United States v. McGowan

COX, Judge

(concurring in the result):

18. This is a strange case, both on its facts and on its appellate history. The United States Navy-Marine Corps Court of Military Review set aside appellant’s guilty plea to larceny of a handgun, but approved his conviction of wrongful appropriation of the military vehicle as described by Chief Judge Sullivan. 41 MJ at 407 ¶ 1. Then, mysteriously, that court approved “no punishment.”

*41519. Judges Gierke and Crawford have, in my judgment, correctly analyzed the law, applied it to the facts, and concluded that, under these facts, appellant can lawfully be guilty of wrongful appropriation.

20. In that sense, I concur in Judge Gierke’s view of the law of larceny. Nevertheless, I join Chief Judge Sullivan in the result reached, albeit for a different reason.

21. A guilty plea implies more that just an admission of legal guilt. By necessity, it must be an unfettered exercise of free will by an accused to give up his right to a trial, to put the Government to its proof, and the choice must be an informed one. Boykin v. Alabama, 395 U.S. 238, 89 S.Ct. 1709, 23 L.Ed.2d 274 (1969); United States v. Care, 18 USCMA 535, 40 CMR 247 (1969).

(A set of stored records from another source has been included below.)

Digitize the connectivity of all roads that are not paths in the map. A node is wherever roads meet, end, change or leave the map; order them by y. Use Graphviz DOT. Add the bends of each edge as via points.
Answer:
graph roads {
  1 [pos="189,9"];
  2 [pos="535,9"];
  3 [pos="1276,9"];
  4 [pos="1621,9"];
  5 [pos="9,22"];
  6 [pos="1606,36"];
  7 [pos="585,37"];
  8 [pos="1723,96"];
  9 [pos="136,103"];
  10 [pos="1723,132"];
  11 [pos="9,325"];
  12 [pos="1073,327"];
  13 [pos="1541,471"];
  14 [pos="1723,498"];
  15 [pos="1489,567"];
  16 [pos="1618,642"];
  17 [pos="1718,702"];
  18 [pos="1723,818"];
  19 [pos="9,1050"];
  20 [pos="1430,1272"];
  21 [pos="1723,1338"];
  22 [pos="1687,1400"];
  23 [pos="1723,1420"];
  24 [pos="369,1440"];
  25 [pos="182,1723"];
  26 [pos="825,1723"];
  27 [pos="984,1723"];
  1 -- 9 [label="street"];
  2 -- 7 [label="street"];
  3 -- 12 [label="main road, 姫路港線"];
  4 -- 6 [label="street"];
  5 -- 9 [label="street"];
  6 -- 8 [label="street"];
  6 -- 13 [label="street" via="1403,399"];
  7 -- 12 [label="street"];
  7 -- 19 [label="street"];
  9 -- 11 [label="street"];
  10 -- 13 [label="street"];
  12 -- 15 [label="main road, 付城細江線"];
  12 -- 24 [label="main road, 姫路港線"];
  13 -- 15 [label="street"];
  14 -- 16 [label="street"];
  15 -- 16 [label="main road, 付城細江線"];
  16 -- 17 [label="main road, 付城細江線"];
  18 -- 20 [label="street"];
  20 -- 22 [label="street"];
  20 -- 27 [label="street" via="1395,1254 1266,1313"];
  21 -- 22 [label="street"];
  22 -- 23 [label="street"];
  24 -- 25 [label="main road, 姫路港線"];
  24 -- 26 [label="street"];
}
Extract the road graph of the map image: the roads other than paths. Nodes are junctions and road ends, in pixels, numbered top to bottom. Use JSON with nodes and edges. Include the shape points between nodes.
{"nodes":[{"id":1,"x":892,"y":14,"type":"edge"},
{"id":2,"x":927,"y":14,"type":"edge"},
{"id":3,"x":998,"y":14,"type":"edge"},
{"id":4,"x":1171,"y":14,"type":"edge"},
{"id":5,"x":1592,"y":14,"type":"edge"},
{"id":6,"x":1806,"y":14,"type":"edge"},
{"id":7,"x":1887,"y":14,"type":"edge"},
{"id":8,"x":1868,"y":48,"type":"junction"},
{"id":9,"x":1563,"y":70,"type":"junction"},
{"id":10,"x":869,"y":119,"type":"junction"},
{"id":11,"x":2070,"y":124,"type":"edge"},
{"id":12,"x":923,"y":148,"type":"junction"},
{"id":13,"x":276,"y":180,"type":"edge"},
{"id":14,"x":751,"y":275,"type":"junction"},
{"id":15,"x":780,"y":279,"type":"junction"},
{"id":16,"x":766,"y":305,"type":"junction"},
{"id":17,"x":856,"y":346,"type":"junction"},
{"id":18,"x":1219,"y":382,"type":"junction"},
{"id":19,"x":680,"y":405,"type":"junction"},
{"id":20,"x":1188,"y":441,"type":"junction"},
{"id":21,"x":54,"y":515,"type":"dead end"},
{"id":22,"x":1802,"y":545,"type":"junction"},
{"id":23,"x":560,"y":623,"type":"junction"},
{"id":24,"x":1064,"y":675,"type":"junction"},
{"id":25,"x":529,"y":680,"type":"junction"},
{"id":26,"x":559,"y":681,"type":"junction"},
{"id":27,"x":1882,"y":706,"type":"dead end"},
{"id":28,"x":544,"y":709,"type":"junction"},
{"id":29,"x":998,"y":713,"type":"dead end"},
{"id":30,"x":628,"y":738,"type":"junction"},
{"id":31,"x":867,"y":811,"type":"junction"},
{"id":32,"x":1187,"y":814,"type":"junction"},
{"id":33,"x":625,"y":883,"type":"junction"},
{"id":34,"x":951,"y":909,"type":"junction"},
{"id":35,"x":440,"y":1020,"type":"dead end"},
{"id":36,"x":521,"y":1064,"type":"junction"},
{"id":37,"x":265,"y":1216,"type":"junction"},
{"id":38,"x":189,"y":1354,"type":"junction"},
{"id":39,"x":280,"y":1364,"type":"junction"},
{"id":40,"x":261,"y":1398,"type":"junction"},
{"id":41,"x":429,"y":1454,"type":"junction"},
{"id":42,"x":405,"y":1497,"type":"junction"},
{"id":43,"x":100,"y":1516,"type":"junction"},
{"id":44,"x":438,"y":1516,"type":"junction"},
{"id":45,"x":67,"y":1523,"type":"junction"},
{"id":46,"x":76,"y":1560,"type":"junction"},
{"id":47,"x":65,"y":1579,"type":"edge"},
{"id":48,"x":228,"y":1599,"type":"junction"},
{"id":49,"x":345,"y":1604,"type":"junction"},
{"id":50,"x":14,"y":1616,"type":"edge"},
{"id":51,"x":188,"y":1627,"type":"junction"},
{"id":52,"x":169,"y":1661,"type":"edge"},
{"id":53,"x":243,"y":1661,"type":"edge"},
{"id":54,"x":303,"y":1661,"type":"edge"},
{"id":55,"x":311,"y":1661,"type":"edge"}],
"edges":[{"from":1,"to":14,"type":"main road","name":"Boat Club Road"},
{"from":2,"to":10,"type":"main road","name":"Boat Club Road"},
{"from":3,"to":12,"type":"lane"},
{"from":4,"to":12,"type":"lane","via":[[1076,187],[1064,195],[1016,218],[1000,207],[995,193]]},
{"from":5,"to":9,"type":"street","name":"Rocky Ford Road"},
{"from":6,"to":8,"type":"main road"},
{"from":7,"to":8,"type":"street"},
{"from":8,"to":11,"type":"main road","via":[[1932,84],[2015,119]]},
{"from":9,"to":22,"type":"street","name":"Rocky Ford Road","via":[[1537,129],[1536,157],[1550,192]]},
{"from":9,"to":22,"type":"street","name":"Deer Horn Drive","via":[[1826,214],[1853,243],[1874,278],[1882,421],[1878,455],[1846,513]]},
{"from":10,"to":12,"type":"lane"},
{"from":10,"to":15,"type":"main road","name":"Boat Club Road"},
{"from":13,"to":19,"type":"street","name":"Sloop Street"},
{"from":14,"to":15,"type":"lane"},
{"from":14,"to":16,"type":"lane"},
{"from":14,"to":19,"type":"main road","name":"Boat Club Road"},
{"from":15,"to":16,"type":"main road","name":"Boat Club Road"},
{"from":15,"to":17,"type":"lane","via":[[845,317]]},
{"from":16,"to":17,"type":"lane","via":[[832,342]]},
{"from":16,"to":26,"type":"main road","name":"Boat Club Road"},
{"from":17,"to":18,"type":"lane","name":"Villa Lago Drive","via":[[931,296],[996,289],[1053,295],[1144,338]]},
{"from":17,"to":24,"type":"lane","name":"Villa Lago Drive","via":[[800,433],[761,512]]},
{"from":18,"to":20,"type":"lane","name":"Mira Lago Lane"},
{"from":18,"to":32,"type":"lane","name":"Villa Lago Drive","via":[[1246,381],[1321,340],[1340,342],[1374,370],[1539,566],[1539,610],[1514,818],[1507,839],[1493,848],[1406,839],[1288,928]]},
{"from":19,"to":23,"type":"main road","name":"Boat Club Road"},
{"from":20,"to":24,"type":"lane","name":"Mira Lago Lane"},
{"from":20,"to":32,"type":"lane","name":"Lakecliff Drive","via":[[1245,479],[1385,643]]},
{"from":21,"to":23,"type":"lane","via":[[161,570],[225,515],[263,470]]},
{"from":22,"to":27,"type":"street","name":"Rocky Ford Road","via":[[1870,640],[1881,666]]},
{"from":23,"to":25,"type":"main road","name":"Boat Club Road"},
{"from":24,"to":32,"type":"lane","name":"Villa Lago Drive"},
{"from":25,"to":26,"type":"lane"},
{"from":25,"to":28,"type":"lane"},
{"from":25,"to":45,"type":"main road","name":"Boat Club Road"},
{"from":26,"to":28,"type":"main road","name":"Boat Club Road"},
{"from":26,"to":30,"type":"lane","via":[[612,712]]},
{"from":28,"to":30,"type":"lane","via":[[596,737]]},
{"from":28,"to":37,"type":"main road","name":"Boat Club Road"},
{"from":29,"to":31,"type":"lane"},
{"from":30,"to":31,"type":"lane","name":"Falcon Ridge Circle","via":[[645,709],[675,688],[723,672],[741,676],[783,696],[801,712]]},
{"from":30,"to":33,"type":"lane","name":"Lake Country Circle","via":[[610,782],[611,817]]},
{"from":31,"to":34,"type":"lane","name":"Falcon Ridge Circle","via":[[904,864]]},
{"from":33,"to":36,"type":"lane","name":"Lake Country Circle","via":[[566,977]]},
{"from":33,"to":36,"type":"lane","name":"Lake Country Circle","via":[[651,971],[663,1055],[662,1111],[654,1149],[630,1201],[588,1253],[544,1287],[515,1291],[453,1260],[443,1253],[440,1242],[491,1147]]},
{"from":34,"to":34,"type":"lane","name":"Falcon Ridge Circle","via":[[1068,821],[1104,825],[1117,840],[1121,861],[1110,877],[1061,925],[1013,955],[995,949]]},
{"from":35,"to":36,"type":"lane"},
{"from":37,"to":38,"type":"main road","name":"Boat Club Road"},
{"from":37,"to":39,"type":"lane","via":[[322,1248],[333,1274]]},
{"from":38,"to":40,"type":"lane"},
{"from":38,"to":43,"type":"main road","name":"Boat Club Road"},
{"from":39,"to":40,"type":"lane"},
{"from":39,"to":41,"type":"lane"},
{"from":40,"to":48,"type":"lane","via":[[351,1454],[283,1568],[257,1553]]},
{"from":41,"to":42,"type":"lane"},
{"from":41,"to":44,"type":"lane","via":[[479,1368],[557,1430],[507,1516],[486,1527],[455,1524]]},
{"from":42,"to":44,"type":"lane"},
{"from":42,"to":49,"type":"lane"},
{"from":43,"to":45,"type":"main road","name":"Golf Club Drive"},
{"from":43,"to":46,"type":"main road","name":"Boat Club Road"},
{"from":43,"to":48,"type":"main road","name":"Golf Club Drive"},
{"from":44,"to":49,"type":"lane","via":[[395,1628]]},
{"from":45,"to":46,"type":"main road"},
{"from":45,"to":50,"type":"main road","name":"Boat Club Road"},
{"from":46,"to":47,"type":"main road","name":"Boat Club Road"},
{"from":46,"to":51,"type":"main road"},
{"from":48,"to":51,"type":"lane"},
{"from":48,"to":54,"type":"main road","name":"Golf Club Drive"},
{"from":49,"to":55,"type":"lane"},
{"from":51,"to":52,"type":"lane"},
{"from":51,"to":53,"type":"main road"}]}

22. My concern is that appellant’s choice was unduly influenced by the more significant larceny charge. In all likelihood, appellant’s decision to plead guilty was motivated more by the totality of the charges, the choice of forum, and the futility of contesting the “wrongful appropriation” charge in the face of the other charge. See United States v. Haye, 29 MJ 213 (CMA 1989); United States v. Hogan, 20 MJ 71 (CMA 1985).

23. Accordingly, I join Chief Judge Sullivan in granting appellant a rehearing on the charge wherein the Government can attempt to prove the mens rea necessary to convict this Marine of a criminal offense. This is not clemency by definition; rather, it is an exercise of judicial discretion. If appellant is convicted upon a rehearing, he will receive the “no punishment” he richly deserves.